WORK REQUIRED
Which lines in the data below contain the word "Drive"? Pull each of them out.

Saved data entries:
*** Block opens ***
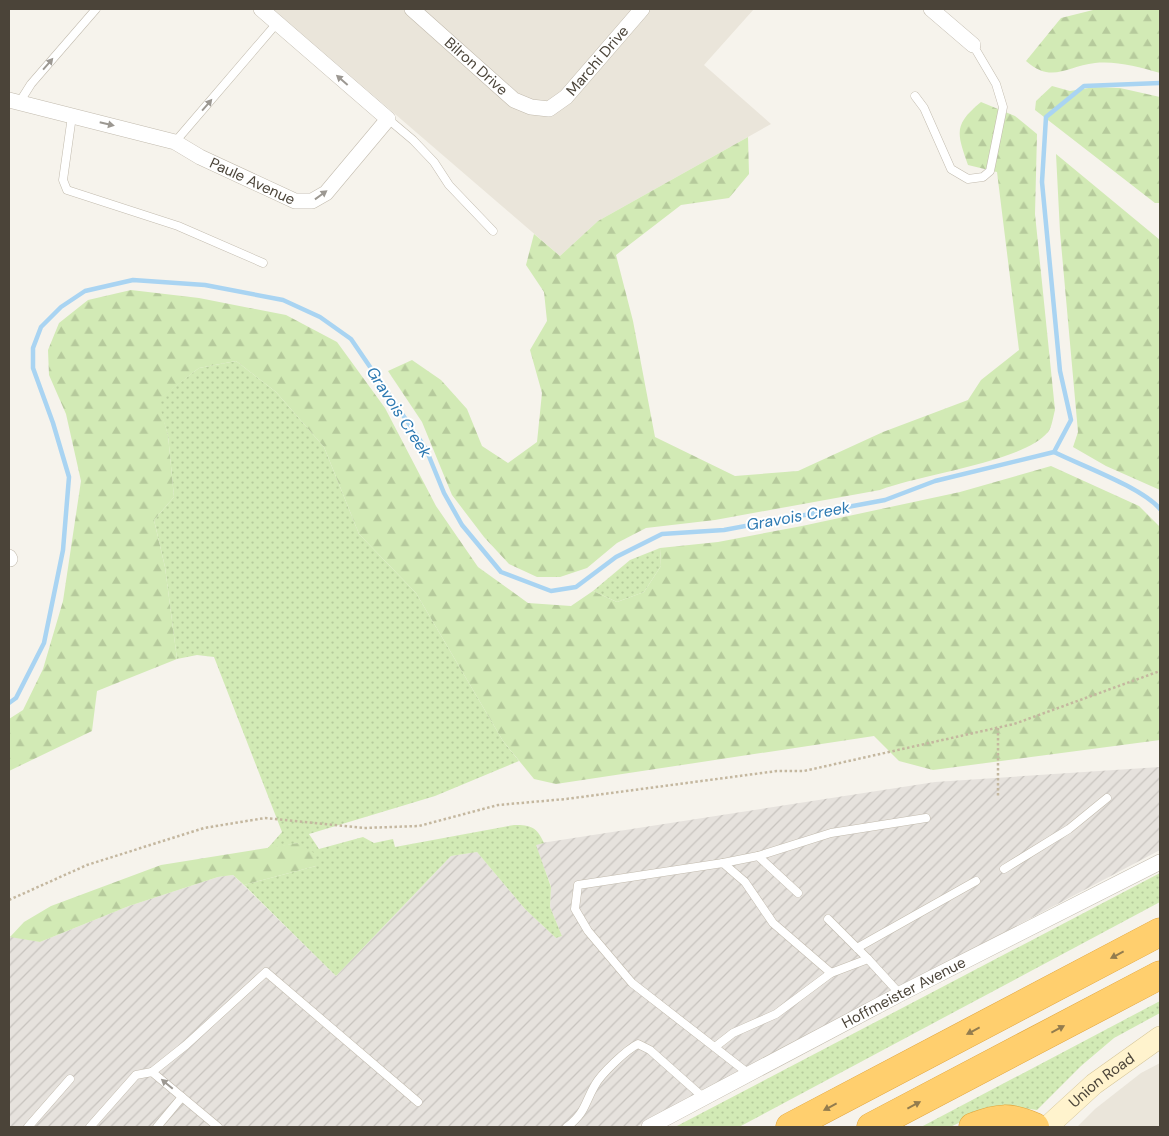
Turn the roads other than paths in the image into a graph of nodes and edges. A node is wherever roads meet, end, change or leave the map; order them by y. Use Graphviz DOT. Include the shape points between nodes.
graph roads {
  1 [pos="96,9"];
  2 [pos="261,9"];
  3 [pos="412,9"];
  4 [pos="642,9"];
  5 [pos="931,9"];
  6 [pos="277,24"];
  7 [pos="973,45"];
  8 [pos="915,96"];
  9 [pos="14,101"];
  10 [pos="550,109"];
  11 [pos="72,116"];
  12 [pos="388,119"];
  13 [pos="175,142"];
  14 [pos="492,231"];
  15 [pos="263,262"];
  16 [pos="1107,798"];
  17 [pos="926,818"];
  18 [pos="758,856"];
  19 [pos="1160,862"];
  20 [pos="723,863"];
  21 [pos="1004,869"];
  22 [pos="976,881"];
  23 [pos="798,894"];
  24 [pos="828,919"];
  25 [pos="1160,932"];
  26 [pos="858,948"];
  27 [pos="868,958"];
  28 [pos="831,973"];
  29 [pos="1160,975"];
  30 [pos="900,994"];
  31 [pos="1159,1039"];
  32 [pos="715,1047"];
  33 [pos="152,1072"];
  34 [pos="749,1074"];
  35 [pos="70,1079"];
  36 [pos="182,1097"];
  37 [pos="704,1098"];
  38 [pos="418,1102"];
  39 [pos="28,1127"];
  40 [pos="90,1127"];
  41 [pos="157,1127"];
  42 [pos="218,1127"];
  43 [pos="567,1127"];
  44 [pos="649,1127"];
  45 [pos="790,1127"];
  46 [pos="871,1127"];
  47 [pos="973,1127"];
  48 [pos="1035,1127"];
  49 [pos="1048,1127"];
  9 -- 1 [label="lane, one-way"];
  2 -- 6 [label="street"];
  3 -- 10 [label="street, Bilron Drive" via="514,100 531,107"];
  4 -- 10 [label="street, Marchi Drive" via="566,97"];
  5 -- 7 [label="street"];
  12 -- 6 [label="street, one-way"];
  13 -- 6 [label="lane, one-way"];
  7 -- 8 [label="lane" via="996,84 1003,107 990,172 983,177 968,179 951,169 924,108"];
  9 -- 11 [label="street, Paule Avenue"];
  11 -- 13 [label="street, Paule Avenue, one-way"];
  11 -- 15 [label="lane" via="63,180 67,190 178,226"];
  13 -- 12 [label="street, Paule Avenue, one-way" via="280,195 295,201 312,201 326,193"];
  12 -- 14 [label="lane" via="434,162 449,185"];
  16 -- 21 [label="lane" via="1069,829"];
  17 -- 18 [label="lane" via="831,833"];
  18 -- 20 [label="lane"];
  18 -- 23 [label="lane"];
  19 -- 30 [label="street, Hoffmeister Avenue"];
  20 -- 28 [label="lane" via="745,882 773,923"];
  20 -- 32 [label="lane" via="578,885 575,909 588,931 632,983"];
  22 -- 26 [label="lane"];
  24 -- 26 [label="lane"];
  25 -- 45 [label="highway, one-way"];
  26 -- 27 [label="lane"];
  27 -- 28 [label="lane"];
  27 -- 30 [label="lane"];
  28 -- 32 [label="lane" via="776,1014 733,1033"];
  46 -- 29 [label="highway, one-way"];
  30 -- 34 [label="street, Hoffmeister Avenue"];
  31 -- 49 [label="main road, Union Road" via="1092,1085"];
  32 -- 34 [label="lane"];
  36 -- 33 [label="lane, one-way"];
  33 -- 38 [label="lane" via="266,972"];
  33 -- 40 [label="lane" via="136,1075"];
  34 -- 37 [label="street, Hoffmeister Avenue"];
  35 -- 39 [label="lane"];
  36 -- 41 [label="lane"];
  36 -- 42 [label="lane"];
  37 -- 43 [label="lane" via="650,1050 638,1044 630,1048 595,1084 578,1118"];
  37 -- 44 [label="street, Hoffmeister Avenue"];
  47 -- 48 [label="highway" via="1004,1118"];
}
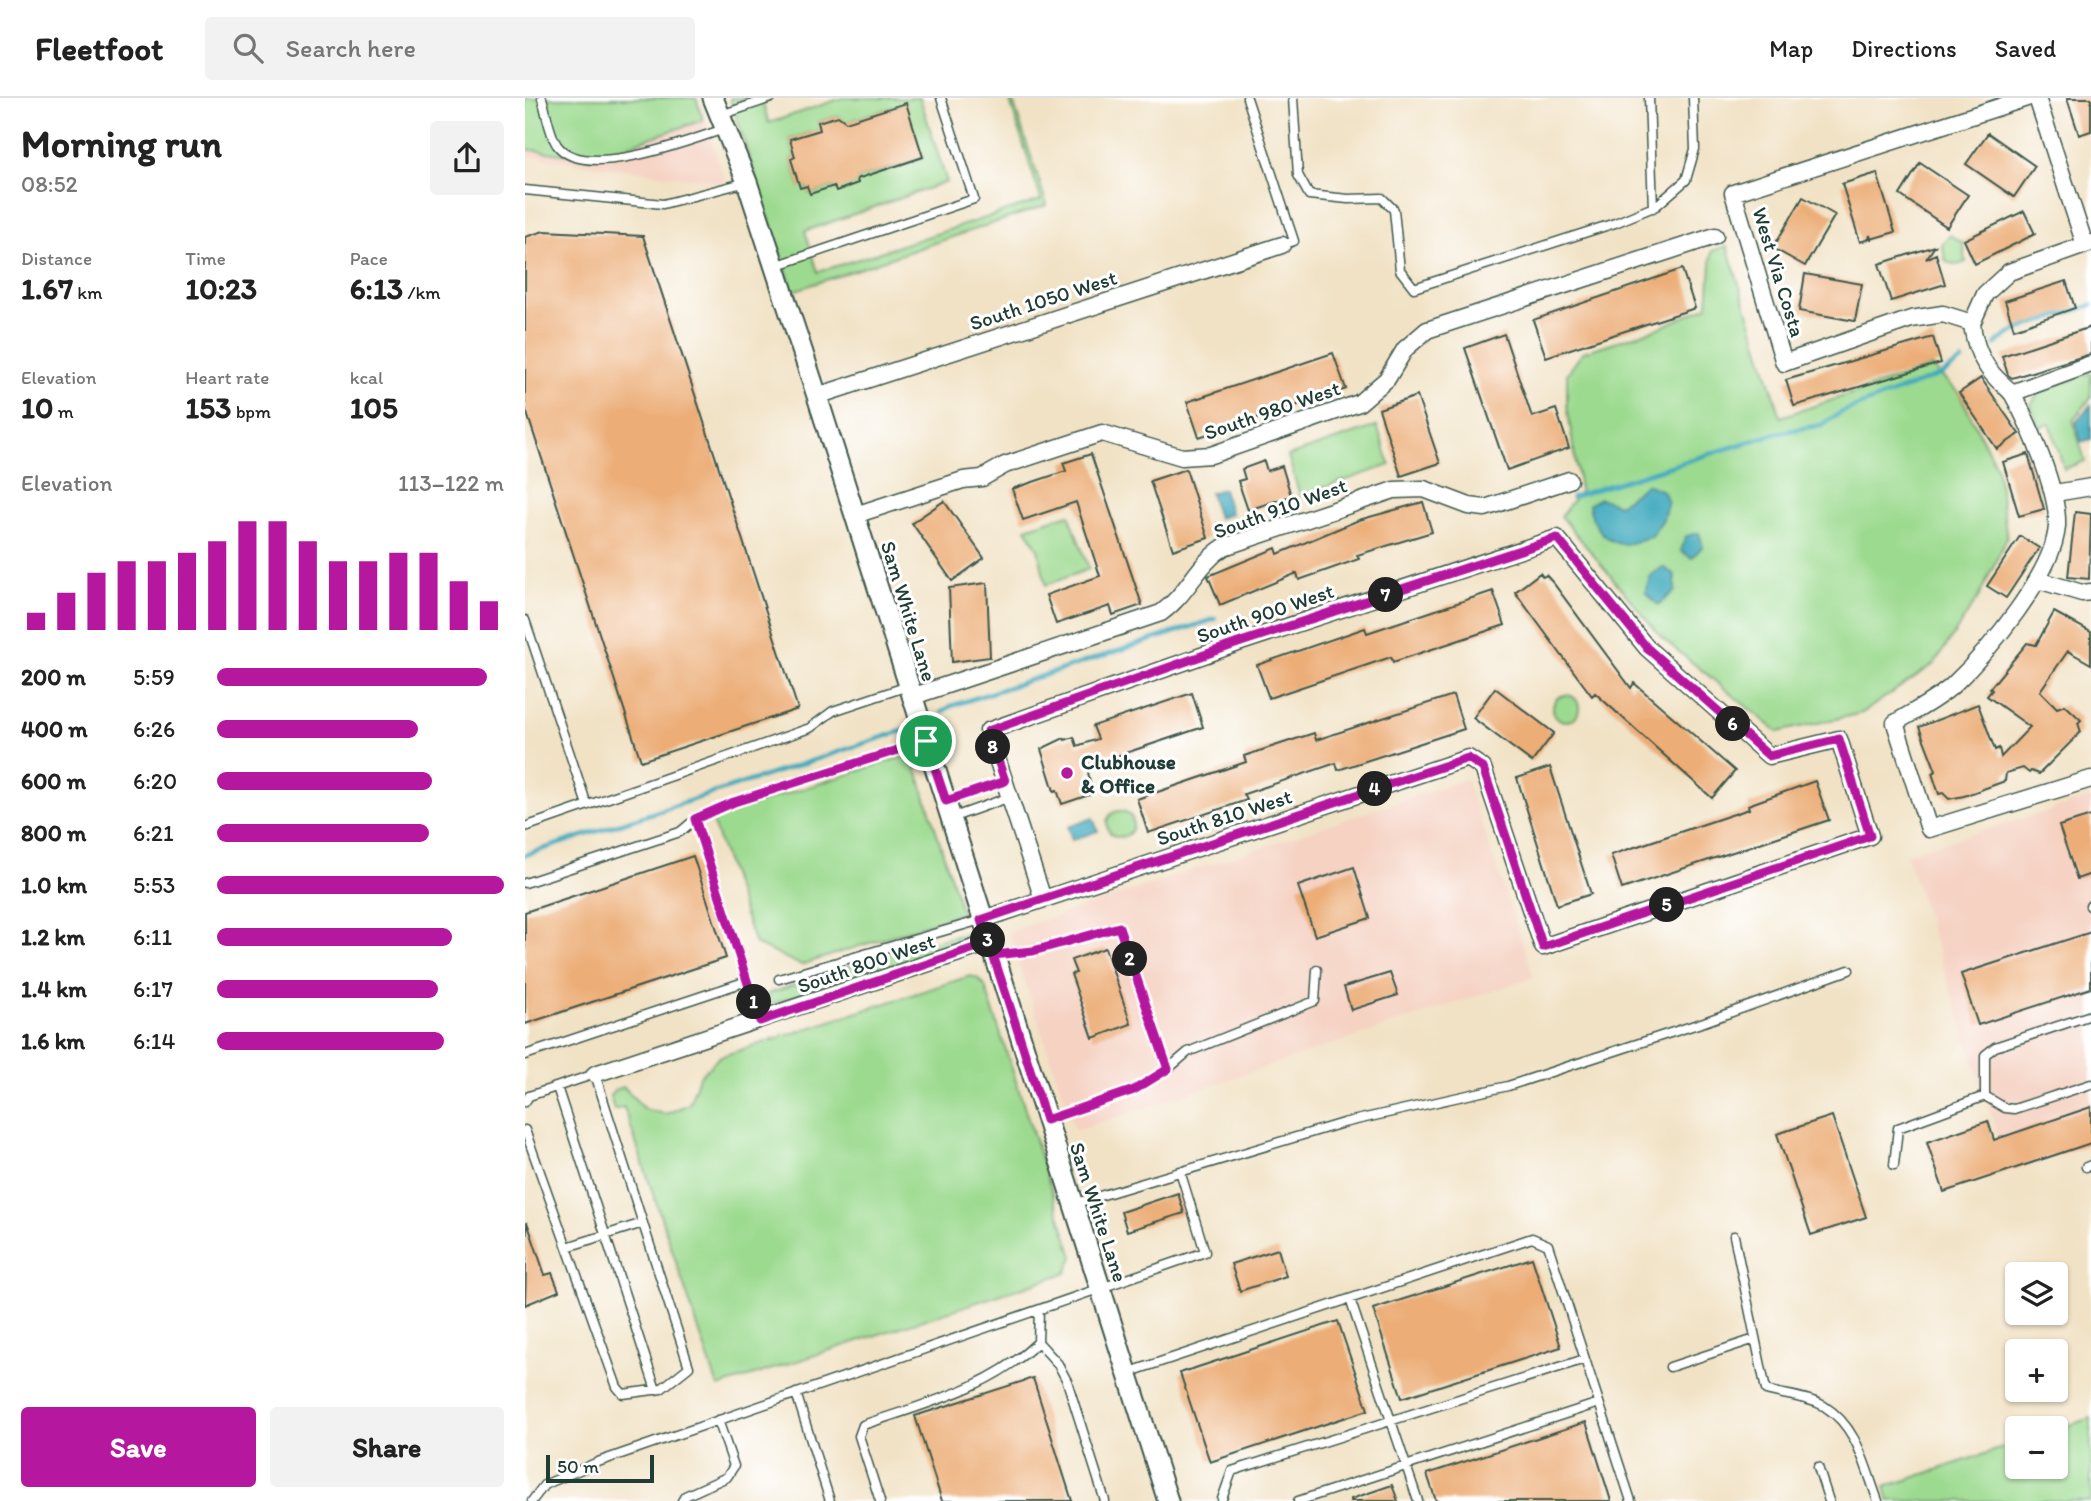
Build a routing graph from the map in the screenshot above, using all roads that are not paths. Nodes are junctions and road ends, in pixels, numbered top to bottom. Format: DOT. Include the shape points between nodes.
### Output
graph roads {
  1 [pos="542,98"];
  2 [pos="771,98"];
  3 [pos="941,98"];
  4 [pos="1247,98"];
  5 [pos="1293,98"];
  6 [pos="1649,98"];
  7 [pos="1693,98"];
  8 [pos="2027,98"];
  9 [pos="2037,98"];
  10 [pos="719,114"];
  11 [pos="747,182"];
  12 [pos="525,190"];
  13 [pos="1654,208"];
  14 [pos="1715,236"];
  15 [pos="2088,244"];
  16 [pos="1282,245"];
  17 [pos="775,266"];
  18 [pos="1972,323"];
  19 [pos="2091,364"];
  20 [pos="2012,393"];
  21 [pos="817,396"];
  22 [pos="1569,480"];
  23 [pos="2091,487"];
  24 [pos="2055,493"];
  25 [pos="855,515"];
  26 [pos="2038,580"];
  27 [pos="2091,592"];
  28 [pos="525,620"];
  29 [pos="909,692"];
  30 [pos="926,741"];
  31 [pos="1479,763"];
  32 [pos="2091,779"];
  33 [pos="1005,781"];
  34 [pos="1010,797"];
  35 [pos="587,805"];
  36 [pos="949,810"];
  37 [pos="695,819"];
  38 [pos="525,827"];
  39 [pos="525,883"];
  40 [pos="1043,899"];
  41 [pos="981,920"];
  42 [pos="991,949"];
  43 [pos="1317,970"];
  44 [pos="1849,970"];
  45 [pos="779,979"];
  46 [pos="747,981"];
  47 [pos="2091,1014"];
  48 [pos="760,1021"];
  49 [pos="525,1055"];
  50 [pos="1168,1069"];
  51 [pos="595,1074"];
  52 [pos="2091,1084"];
  53 [pos="557,1087"];
  54 [pos="1985,1096"];
  55 [pos="526,1098"];
  56 [pos="1046,1120"];
  57 [pos="525,1130"];
  58 [pos="1894,1165"];
  59 [pos="1180,1171"];
  60 [pos="1073,1204"];
  61 [pos="643,1223"];
  62 [pos="606,1236"];
  63 [pos="1734,1236"];
  64 [pos="567,1247"];
  65 [pos="1100,1289"];
  66 [pos="1350,1299"];
  67 [pos="1039,1310"];
  68 [pos="1755,1339"];
  69 [pos="1038,1342"];
  70 [pos="1585,1359"];
  71 [pos="1670,1367"];
  72 [pos="1127,1373"];
  73 [pos="656,1390"];
  74 [pos="796,1394"];
  75 [pos="1599,1403"];
  76 [pos="718,1420"];
  77 [pos="1391,1420"];
  78 [pos="1406,1467"];
  79 [pos="1818,1467"];
  80 [pos="1221,1500"];
  81 [pos="533,1501"];
  82 [pos="682,1501"];
  83 [pos="830,1501"];
  84 [pos="880,1501"];
  85 [pos="1105,1501"];
  86 [pos="1168,1501"];
  87 [pos="1298,1501"];
  88 [pos="1418,1501"];
  89 [pos="1631,1501"];
  90 [pos="1829,1501"];
  91 [pos="1878,1501"];
  1 -- 10 [label="lane" via="558,145 584,158 632,159"];
  2 -- 10 [label="lane"];
  3 -- 17 [label="lane" via="974,199"];
  4 -- 16 [label="lane" via="1294,241"];
  5 -- 13 [label="lane" via="1298,175 1309,195 1382,198 1394,210 1400,270 1414,288"];
  6 -- 13 [label="lane"];
  7 -- 13 [label="lane" via="1695,149 1686,180"];
  8 -- 18 [label="street, West Via Costa" via="1734,193 1784,363 1911,319 1943,314"];
  9 -- 15 [label="street"];
  10 -- 11 [label="street, Sam White Lane"];
  11 -- 12 [label="lane" via="663,204"];
  11 -- 17 [label="street, Sam White Lane"];
  14 -- 25 [label="street, South 980 West" via="1427,330 1405,349 1387,379 1359,403 1210,454 1182,457 1102,433 1005,465 982,478"];
  15 -- 18 [label="street" via="2009,272 1985,294"];
  16 -- 21 [label="street, South 1050 West"];
  17 -- 21 [label="street, Sam White Lane"];
  18 -- 20 [label="street" via="1973,341 1984,363"];
  19 -- 20 [label="street"];
  20 -- 24 [label="street"];
  21 -- 25 [label="street, Sam White Lane"];
  22 -- 29 [label="street, South 910 West" via="1485,508 1424,489 1394,490 1224,547 1203,562 1161,613"];
  23 -- 24 [label="street"];
  24 -- 26 [label="street" via="2053,553"];
  25 -- 29 [label="street, Sam White Lane"];
  26 -- 27 [label="street"];
  26 -- 32 [label="street" via="1952,686 1895,723 1929,829"];
  28 -- 35 [label="lane"];
  29 -- 30 [label="street, Sam White Lane"];
  29 -- 35 [label="lane" via="832,710 810,728"];
  30 -- 36 [label="street, Sam White Lane"];
  30 -- 37 [label="lane" via="734,802"];
  31 -- 33 [label="street, South 900 West" via="1543,947 1870,836 1839,739 1769,756 1647,648 1557,538 988,731"];
  31 -- 40 [label="street, South 810 West" via="1468,758"];
  33 -- 34 [label="street"];
  33 -- 36 [label="lane"];
  34 -- 36 [label="lane"];
  34 -- 40 [label="street"];
  35 -- 38 [label="lane"];
  36 -- 41 [label="street, Sam White Lane"];
  37 -- 39 [label="lane" via="680,832"];
  37 -- 46 [label="lane"];
  40 -- 41 [label="street, South 810 West"];
  41 -- 42 [label="street, Sam White Lane"];
  41 -- 45 [label="lane"];
  42 -- 48 [label="street, South 800 West"];
  42 -- 50 [label="lane" via="1033,951 1119,927"];
  42 -- 56 [label="street, Sam White Lane"];
  43 -- 50 [label="lane" via="1315,1000 1188,1052"];
  44 -- 59 [label="lane" via="1508,1086 1343,1123"];
  46 -- 48 [label="lane"];
  46 -- 49 [label="lane"];
  47 -- 54 [label="lane" via="1995,1047 1985,1055"];
  48 -- 51 [label="street, South 800 West"];
  50 -- 56 [label="lane" via="1134,1090"];
  51 -- 53 [label="lane"];
  51 -- 61 [label="lane"];
  52 -- 54 [label="lane" via="2014,1110"];
  53 -- 55 [label="lane"];
  53 -- 62 [label="lane"];
  54 -- 58 [label="lane" via="1898,1128"];
  56 -- 60 [label="street, Sam White Lane"];
  57 -- 64 [label="lane"];
  59 -- 60 [label="lane"];
  59 -- 65 [label="lane" via="1205,1252"];
  60 -- 65 [label="street, Sam White Lane"];
  61 -- 62 [label="lane"];
  61 -- 73 [label="lane" via="689,1367"];
  62 -- 64 [label="lane"];
  62 -- 73 [label="lane"];
  63 -- 68 [label="lane"];
  64 -- 73 [label="lane" via="617,1387 623,1394"];
  65 -- 67 [label="lane"];
  65 -- 72 [label="street, Sam White Lane"];
  66 -- 70 [label="lane" via="1532,1238 1548,1245"];
  66 -- 72 [label="lane"];
  66 -- 77 [label="lane"];
  67 -- 69 [label="lane"];
  67 -- 74 [label="lane"];
  68 -- 71 [label="lane"];
  68 -- 91 [label="lane" via="1766,1390 1823,1405 1846,1424 1857,1441"];
  69 -- 84 [label="lane" via="1020,1359 981,1382 863,1425 859,1436"];
  69 -- 85 [label="lane" via="1067,1381"];
  70 -- 75 [label="lane"];
  70 -- 77 [label="lane"];
  72 -- 86 [label="street, Sam White Lane"];
  74 -- 76 [label="lane"];
  74 -- 83 [label="lane"];
  75 -- 78 [label="lane"];
  75 -- 89 [label="lane"];
  76 -- 81 [label="lane" via="544,1485"];
  76 -- 82 [label="lane" via="734,1466 727,1478"];
  77 -- 78 [label="lane"];
  77 -- 80 [label="lane" via="1232,1471"];
  78 -- 87 [label="lane"];
  78 -- 88 [label="lane"];
  79 -- 90 [label="lane"];
}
*** Block closes ***
WRITTEN REPLY
  3 -- 10 [label="street, Bilron Drive" via="514,100 531,107"];
  4 -- 10 [label="street, Marchi Drive" via="566,97"];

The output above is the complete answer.